**PROMPT**
Keep the images out while you retype all of the data exactly.

[Opening THE INPUT section]

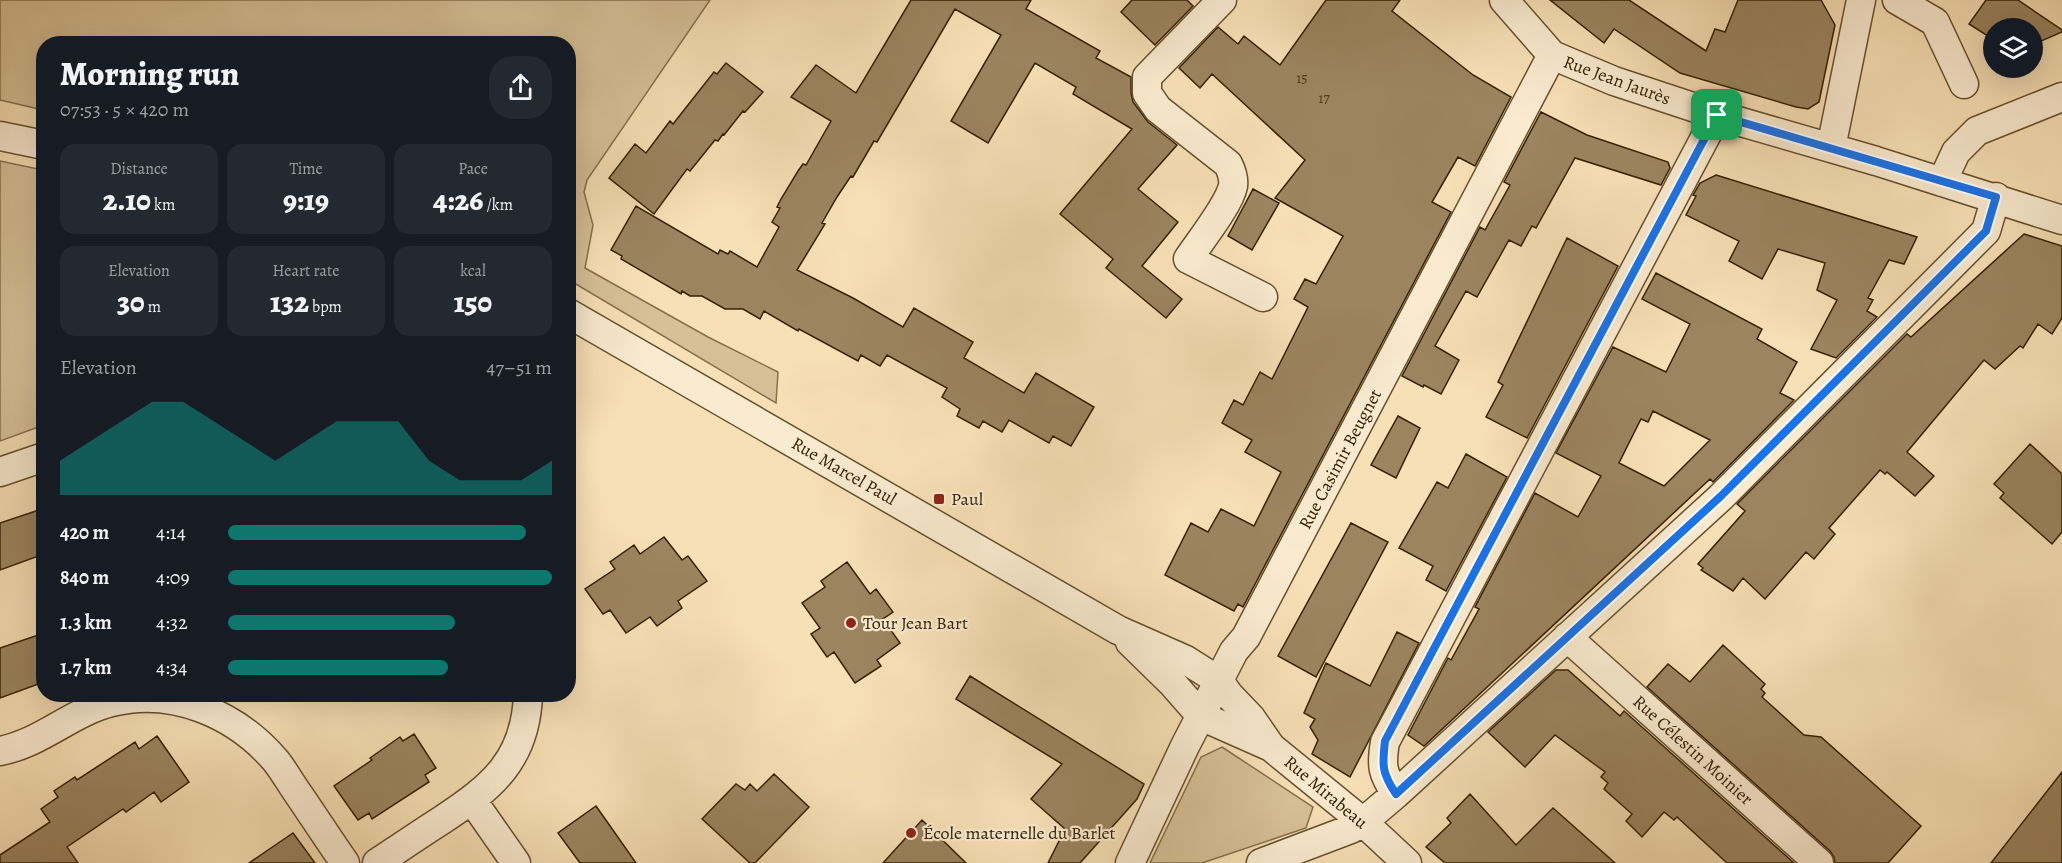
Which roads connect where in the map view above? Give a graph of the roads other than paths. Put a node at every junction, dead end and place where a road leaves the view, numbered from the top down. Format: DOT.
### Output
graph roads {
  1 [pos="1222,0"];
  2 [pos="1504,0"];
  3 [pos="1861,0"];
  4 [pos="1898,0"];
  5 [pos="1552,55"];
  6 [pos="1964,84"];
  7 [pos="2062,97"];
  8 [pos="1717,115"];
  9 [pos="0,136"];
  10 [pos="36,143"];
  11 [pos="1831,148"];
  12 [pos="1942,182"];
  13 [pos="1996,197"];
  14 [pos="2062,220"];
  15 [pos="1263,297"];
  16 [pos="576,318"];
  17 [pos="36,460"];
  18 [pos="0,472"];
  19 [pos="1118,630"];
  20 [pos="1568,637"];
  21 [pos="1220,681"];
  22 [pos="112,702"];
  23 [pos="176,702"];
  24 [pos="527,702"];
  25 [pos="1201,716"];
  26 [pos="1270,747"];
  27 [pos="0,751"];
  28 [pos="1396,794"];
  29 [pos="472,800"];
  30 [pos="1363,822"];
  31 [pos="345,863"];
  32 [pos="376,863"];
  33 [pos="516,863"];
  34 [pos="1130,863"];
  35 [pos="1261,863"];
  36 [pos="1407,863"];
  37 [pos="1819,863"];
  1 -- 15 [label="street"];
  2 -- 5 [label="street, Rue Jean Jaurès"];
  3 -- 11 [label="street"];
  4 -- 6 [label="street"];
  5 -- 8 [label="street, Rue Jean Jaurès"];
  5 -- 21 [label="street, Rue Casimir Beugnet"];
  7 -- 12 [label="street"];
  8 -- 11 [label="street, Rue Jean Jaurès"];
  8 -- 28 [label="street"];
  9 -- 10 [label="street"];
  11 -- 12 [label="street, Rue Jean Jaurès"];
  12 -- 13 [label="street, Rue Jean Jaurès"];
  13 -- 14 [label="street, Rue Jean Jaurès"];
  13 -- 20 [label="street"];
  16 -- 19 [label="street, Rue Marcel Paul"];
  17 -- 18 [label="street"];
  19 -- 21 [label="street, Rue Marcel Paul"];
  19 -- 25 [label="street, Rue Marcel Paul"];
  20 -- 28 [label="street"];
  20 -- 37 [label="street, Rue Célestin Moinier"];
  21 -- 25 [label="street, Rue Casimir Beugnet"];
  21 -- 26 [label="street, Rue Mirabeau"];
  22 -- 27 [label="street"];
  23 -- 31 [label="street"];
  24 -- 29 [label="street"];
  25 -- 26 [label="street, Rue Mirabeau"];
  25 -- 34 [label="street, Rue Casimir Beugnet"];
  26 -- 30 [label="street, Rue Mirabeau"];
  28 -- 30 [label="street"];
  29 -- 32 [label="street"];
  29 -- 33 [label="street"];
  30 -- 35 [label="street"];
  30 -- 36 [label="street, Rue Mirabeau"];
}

[Closing THE INPUT section]

**WRITTEN SOLUTION**
Which roads connect where in the map view above? Give a graph of the roads other than paths. Put a node at every junction, dead end and place where a road leaves the view, numbered from the top down. Format: DOT.
### Output
graph roads {
  1 [pos="1222,0"];
  2 [pos="1504,0"];
  3 [pos="1861,0"];
  4 [pos="1898,0"];
  5 [pos="1552,55"];
  6 [pos="1964,84"];
  7 [pos="2062,97"];
  8 [pos="1717,115"];
  9 [pos="0,136"];
  10 [pos="36,143"];
  11 [pos="1831,148"];
  12 [pos="1942,182"];
  13 [pos="1996,197"];
  14 [pos="2062,220"];
  15 [pos="1263,297"];
  16 [pos="576,318"];
  17 [pos="36,460"];
  18 [pos="0,472"];
  19 [pos="1118,630"];
  20 [pos="1568,637"];
  21 [pos="1220,681"];
  22 [pos="112,702"];
  23 [pos="176,702"];
  24 [pos="527,702"];
  25 [pos="1201,716"];
  26 [pos="1270,747"];
  27 [pos="0,751"];
  28 [pos="1396,794"];
  29 [pos="472,800"];
  30 [pos="1363,822"];
  31 [pos="345,863"];
  32 [pos="376,863"];
  33 [pos="516,863"];
  34 [pos="1130,863"];
  35 [pos="1261,863"];
  36 [pos="1407,863"];
  37 [pos="1819,863"];
  1 -- 15 [label="street"];
  2 -- 5 [label="street, Rue Jean Jaurès"];
  3 -- 11 [label="street"];
  4 -- 6 [label="street"];
  5 -- 8 [label="street, Rue Jean Jaurès"];
  5 -- 21 [label="street, Rue Casimir Beugnet"];
  7 -- 12 [label="street"];
  8 -- 11 [label="street, Rue Jean Jaurès"];
  8 -- 28 [label="street"];
  9 -- 10 [label="street"];
  11 -- 12 [label="street, Rue Jean Jaurès"];
  12 -- 13 [label="street, Rue Jean Jaurès"];
  13 -- 14 [label="street, Rue Jean Jaurès"];
  13 -- 20 [label="street"];
  16 -- 19 [label="street, Rue Marcel Paul"];
  17 -- 18 [label="street"];
  19 -- 21 [label="street, Rue Marcel Paul"];
  19 -- 25 [label="street, Rue Marcel Paul"];
  20 -- 28 [label="street"];
  20 -- 37 [label="street, Rue Célestin Moinier"];
  21 -- 25 [label="street, Rue Casimir Beugnet"];
  21 -- 26 [label="street, Rue Mirabeau"];
  22 -- 27 [label="street"];
  23 -- 31 [label="street"];
  24 -- 29 [label="street"];
  25 -- 26 [label="street, Rue Mirabeau"];
  25 -- 34 [label="street, Rue Casimir Beugnet"];
  26 -- 30 [label="street, Rue Mirabeau"];
  28 -- 30 [label="street"];
  29 -- 32 [label="street"];
  29 -- 33 [label="street"];
  30 -- 35 [label="street"];
  30 -- 36 [label="street, Rue Mirabeau"];
}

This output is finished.